## Task to complete
In the entries below, find each line with the string "KULAKOVSKOGO" and copy it.

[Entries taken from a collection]
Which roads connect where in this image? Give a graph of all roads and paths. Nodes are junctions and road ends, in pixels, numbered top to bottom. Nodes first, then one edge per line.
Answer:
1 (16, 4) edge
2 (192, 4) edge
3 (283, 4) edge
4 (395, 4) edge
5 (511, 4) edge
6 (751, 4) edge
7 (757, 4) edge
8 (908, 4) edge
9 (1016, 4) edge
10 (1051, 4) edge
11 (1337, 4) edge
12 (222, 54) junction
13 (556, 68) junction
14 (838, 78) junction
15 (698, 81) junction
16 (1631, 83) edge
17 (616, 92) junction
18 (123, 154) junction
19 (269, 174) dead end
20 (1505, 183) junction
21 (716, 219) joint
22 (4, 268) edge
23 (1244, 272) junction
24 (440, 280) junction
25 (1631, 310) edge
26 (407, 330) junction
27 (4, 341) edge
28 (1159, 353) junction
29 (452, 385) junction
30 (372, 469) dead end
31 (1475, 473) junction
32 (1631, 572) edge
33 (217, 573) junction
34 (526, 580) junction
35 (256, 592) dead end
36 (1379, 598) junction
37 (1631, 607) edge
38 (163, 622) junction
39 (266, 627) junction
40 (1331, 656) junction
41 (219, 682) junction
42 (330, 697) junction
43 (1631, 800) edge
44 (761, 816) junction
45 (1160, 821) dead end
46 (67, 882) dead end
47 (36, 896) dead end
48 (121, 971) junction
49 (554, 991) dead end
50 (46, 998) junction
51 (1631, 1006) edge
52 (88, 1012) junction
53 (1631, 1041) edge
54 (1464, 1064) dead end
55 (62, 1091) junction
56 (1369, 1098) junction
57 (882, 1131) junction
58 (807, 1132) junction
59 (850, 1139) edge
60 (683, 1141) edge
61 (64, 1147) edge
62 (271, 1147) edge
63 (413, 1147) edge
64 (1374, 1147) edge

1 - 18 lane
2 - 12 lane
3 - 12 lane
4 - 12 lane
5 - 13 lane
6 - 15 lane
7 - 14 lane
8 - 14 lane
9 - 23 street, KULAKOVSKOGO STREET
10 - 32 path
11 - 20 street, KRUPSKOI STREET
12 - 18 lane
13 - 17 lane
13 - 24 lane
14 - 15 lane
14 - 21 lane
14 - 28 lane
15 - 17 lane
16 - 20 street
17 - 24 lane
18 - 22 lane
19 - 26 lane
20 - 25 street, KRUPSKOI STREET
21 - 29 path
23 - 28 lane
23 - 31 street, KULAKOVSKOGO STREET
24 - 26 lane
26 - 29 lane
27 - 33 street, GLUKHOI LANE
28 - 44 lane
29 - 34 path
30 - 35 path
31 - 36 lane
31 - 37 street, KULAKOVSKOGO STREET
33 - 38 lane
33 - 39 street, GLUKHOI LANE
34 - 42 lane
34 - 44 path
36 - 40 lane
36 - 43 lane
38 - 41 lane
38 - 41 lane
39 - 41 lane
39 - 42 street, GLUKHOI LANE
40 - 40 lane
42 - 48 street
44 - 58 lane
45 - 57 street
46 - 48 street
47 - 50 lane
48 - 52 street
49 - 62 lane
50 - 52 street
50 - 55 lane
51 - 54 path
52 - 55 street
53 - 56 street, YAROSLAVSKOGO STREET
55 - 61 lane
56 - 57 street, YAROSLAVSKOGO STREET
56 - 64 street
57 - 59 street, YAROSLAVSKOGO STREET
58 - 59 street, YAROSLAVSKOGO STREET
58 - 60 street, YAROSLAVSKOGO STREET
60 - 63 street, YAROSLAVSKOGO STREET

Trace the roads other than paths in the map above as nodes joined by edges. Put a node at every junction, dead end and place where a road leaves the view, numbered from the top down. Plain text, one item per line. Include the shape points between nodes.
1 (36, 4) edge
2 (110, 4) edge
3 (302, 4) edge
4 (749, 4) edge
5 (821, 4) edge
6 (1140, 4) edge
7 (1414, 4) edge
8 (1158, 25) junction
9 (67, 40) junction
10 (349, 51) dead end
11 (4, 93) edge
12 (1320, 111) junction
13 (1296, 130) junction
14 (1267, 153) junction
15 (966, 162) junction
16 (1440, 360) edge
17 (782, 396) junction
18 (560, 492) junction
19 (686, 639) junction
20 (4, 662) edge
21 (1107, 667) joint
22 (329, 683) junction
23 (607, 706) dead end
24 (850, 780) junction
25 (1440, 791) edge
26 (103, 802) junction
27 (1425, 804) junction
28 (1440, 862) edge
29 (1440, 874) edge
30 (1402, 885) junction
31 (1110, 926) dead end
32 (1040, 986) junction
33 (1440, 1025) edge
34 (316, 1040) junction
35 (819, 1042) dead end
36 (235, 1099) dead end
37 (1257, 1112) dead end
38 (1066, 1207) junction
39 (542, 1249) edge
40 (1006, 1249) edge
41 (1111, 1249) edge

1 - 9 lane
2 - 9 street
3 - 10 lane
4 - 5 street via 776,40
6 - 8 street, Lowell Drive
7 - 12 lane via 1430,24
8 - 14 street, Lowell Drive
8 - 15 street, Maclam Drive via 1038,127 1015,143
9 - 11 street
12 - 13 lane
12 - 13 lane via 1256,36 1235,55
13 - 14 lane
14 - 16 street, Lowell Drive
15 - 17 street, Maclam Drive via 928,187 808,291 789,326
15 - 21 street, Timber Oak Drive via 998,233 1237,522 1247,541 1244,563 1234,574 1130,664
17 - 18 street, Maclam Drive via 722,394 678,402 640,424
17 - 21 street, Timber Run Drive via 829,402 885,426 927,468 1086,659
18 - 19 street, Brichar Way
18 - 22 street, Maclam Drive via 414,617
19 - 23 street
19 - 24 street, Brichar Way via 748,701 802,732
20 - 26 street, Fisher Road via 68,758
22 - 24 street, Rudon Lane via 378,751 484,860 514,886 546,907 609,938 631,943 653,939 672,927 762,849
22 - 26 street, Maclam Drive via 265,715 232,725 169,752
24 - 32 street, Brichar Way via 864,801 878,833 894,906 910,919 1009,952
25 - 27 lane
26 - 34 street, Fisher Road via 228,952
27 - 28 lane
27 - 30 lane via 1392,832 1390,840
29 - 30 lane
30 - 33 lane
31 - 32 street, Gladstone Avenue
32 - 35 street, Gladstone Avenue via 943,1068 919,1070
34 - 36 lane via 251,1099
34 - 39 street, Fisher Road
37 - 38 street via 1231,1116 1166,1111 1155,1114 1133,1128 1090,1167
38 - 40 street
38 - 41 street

## Exercise result
9 - 23 street, KULAKOVSKOGO STREET
23 - 31 street, KULAKOVSKOGO STREET
31 - 37 street, KULAKOVSKOGO STREET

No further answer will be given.